How does a poem mimic (or capture, or transmute) something so visual, so kinetic, so unliterary, as the sight of a murmuration of starlings? And is there any point in it trying to, when we can see the spectacle for ourselves at any time, via a brief internet search? Where is the sense in using such a tired machine as language – words on a page – to describe something that can be experienced first hand?

(Source: https://commons.wikimedia.org/wiki/File:Flock_of_birds_at_Rome.ogv)

Let’s look at how two different poems answer these questions. Holly Hopkins’ ‘Starlings’ was first published in Birdbook: Towns, Parks, Gardens and Woodland, a book I co-edited in 2010, and has been most recently printed in her Forward Prize-nominated collection The English Summer. Caleb Parkin’s ‘The Starling Committee Decides’ is published in Raceme no. 13.

Image of ‘Starlings’
(Click to see full-size version)

‘Starlings’ is written in iambic tetrameter and composed of rhyming four-line stanzas. This is a form that’s easy to read quickly, almost breathlessly, because it’s broken into same-sized units, which are themselves broken into same-sized units. Each four-line stanza is made up of two rhyming couplets. Each couplet is made up of two lines. Each line is made up of four beats. Each beat is made up of one stressed syllable and one or more unstressed syllables. This is about as straightforward as language-patterning gets, and thereby allows the eye and the ear to move forward at pace.

The poem is also a cascade of images, one after another after another. There are no scene transitions and only the thinnest commentary is offered; instead, we move from fens as ‘dying seas’ to sedges, to marsh, to ragged lines of starlings, a ‘budding, chirping swell’, ‘kneaded dough’, a ‘churning shoal’, a ‘living sack’, a ‘thread of trust’ and so on. It seems on a first read-through that the murmuration only takes shape in the second stanza, and that the way the poem tries to capture the spectacle is through those images in the second, third and fourth stanzas, all of which are apt but, one might argue, not a patch on seeing the thing with your own eyes.

But it’s the combination of form with rapid succession of images that provides the more compelling imitation. ‘Starlings’ moves in the mind just like a miniature murmuration, one shape changing to another at speed: swell into flow, flow into dough, shoal into sack, sack into thread. This sets up a contrast with the watchers described in the poem’s last stanza, who stand ‘locked inside their coats’, not daring to speak because of their uncertainty about ‘blundering’, failing to synch up with one another.
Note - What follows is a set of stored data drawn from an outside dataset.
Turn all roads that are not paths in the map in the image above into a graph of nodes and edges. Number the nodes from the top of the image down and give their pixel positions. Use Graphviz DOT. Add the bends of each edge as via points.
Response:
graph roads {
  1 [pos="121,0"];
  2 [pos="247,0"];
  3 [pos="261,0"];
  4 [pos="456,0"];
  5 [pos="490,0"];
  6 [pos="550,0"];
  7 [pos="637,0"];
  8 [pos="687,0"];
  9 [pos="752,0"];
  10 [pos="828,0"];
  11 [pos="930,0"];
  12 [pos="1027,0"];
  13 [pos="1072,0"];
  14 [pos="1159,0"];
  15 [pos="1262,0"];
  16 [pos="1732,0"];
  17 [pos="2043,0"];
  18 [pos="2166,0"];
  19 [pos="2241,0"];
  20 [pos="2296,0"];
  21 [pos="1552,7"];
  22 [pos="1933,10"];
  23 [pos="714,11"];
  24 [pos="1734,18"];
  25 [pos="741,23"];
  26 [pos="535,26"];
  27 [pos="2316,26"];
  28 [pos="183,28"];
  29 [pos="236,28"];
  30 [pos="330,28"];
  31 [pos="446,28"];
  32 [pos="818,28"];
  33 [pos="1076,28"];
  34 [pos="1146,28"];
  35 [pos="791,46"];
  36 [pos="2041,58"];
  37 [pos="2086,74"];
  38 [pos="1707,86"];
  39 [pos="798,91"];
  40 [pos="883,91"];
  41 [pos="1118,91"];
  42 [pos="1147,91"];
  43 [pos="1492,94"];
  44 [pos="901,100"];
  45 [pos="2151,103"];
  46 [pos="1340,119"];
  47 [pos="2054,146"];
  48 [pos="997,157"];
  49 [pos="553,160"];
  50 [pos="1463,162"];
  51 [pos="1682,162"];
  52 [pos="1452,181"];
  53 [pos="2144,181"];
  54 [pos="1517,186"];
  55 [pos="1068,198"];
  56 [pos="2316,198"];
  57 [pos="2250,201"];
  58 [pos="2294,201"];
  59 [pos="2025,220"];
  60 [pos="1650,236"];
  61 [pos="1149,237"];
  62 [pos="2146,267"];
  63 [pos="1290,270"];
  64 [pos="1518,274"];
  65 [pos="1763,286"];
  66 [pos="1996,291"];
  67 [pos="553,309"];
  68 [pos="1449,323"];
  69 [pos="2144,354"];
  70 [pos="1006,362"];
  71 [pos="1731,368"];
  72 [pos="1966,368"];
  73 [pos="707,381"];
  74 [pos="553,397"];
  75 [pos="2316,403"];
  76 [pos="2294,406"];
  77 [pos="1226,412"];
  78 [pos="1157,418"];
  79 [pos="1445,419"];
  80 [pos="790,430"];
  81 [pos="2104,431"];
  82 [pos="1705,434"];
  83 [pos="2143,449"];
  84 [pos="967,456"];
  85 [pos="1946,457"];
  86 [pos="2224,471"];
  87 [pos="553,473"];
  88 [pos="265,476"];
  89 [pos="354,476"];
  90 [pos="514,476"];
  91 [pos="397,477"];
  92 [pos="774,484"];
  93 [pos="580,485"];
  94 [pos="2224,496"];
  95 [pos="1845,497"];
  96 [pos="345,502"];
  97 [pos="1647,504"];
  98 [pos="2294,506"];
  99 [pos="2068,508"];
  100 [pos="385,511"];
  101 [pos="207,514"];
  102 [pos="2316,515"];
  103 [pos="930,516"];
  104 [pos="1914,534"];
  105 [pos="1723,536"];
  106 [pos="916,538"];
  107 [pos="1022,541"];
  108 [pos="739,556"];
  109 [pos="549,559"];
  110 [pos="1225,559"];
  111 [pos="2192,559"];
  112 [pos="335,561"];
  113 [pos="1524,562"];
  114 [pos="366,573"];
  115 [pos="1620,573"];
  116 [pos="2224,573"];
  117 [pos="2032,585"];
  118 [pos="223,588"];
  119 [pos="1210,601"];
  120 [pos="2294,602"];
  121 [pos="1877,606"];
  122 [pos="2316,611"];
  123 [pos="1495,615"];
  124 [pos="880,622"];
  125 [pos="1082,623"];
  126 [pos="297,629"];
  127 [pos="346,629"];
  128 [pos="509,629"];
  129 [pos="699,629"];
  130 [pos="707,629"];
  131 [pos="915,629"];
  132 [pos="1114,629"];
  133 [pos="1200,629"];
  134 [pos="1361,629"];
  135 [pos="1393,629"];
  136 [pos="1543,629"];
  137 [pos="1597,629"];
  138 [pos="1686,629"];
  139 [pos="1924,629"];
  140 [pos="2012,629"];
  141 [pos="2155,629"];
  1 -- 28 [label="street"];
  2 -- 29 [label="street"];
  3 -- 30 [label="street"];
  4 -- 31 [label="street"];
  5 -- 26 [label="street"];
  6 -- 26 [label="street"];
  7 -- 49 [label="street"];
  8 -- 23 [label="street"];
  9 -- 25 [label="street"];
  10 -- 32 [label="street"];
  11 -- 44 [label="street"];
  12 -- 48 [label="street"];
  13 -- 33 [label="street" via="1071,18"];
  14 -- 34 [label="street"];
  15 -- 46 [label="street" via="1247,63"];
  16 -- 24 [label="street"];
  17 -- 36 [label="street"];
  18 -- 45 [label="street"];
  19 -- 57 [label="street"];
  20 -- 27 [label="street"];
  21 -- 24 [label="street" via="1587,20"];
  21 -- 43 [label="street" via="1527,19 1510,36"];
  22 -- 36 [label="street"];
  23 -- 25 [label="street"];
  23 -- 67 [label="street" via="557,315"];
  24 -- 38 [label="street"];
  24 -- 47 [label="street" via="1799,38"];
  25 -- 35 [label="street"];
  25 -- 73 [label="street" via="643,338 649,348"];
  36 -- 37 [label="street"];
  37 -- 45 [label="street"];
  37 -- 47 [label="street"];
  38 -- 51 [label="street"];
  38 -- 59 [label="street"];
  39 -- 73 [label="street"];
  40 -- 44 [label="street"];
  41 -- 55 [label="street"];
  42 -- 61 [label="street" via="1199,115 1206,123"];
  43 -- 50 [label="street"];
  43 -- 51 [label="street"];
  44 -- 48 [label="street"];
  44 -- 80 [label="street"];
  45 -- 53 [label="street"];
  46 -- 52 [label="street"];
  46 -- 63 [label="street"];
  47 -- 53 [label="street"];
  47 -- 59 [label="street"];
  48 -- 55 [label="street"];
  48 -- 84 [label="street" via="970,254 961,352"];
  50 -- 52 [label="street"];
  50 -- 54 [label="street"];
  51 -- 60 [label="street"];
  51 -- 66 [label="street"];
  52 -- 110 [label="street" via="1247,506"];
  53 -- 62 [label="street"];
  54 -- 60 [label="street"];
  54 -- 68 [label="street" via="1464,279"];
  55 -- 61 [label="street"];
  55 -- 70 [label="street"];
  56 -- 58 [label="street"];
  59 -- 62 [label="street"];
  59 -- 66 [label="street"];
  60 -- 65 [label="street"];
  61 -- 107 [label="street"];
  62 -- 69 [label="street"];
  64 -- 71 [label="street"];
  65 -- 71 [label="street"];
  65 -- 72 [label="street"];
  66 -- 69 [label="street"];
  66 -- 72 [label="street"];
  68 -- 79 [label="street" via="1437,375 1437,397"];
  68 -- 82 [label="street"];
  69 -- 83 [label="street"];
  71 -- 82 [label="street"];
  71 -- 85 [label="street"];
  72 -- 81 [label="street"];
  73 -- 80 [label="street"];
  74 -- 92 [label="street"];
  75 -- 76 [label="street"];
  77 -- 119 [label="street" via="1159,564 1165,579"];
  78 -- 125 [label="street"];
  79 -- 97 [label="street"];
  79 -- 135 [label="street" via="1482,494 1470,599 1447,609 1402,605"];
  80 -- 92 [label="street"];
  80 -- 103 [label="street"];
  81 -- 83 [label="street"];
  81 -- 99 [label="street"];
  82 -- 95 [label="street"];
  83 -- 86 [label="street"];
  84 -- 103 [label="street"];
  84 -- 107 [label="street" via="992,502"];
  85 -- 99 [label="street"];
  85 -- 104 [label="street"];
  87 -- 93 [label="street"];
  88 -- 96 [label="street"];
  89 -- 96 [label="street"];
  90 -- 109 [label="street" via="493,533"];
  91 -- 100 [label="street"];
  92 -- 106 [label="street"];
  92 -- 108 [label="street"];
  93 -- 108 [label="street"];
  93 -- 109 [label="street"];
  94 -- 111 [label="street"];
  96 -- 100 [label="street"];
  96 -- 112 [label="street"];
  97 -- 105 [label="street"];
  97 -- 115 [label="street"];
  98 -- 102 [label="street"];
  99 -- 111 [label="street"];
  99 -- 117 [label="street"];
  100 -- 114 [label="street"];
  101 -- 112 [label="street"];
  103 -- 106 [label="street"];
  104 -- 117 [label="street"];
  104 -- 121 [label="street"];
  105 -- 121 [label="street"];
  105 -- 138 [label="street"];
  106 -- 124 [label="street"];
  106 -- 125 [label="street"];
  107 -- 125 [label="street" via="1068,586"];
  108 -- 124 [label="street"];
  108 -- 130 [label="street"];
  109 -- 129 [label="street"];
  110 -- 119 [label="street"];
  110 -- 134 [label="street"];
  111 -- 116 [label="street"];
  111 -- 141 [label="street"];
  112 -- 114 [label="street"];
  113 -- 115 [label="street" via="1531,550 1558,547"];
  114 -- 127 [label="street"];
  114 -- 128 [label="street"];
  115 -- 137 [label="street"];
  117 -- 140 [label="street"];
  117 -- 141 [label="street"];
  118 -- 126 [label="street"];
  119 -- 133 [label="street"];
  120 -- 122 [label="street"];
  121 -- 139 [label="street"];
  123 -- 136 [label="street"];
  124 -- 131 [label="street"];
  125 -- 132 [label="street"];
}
Human self-consciousness is here starkly presented as a frailty, an inability to harmonise, with the effect that progress is brought to a standstill.

‘The Starling Committee Decides’ takes a different approach. The poem is shaped like a snapshot of a murmuration, with the individual words as individual birds. This makes its rhythm rather bumpy, since the lines are all sorts of different lengths and don’t even start at the same left-hand margin. Parkin adds to this effect by splitting words across lines (‘murmur/ation’, ‘fund/ers’) and using multiple voices which interrupt and talk across one another. It is, as the title indicates, a portrayal of a committee – the voices are not so distinct that clear characters emerge, so we are left with an impression of a squabbling, disorganised cacophony.

Image of ‘The Starling Committee Decides’ in Raceme 13.
(Click for larger photo)

As in Hopkins’ poem, there is a strongly implied contrast. The starlings here are humanised, deploying bureaucratic jargon (‘returnability’, ‘natural capital’) and in clear disagreement as to how to proceed. They keep referring to murmuration but have lost the ability to murmurate (‘we don’t have the numbers’). Parkin has frozen them in two ways: by deploying the poem as a still image, and by imbuing them with human reason and individuality.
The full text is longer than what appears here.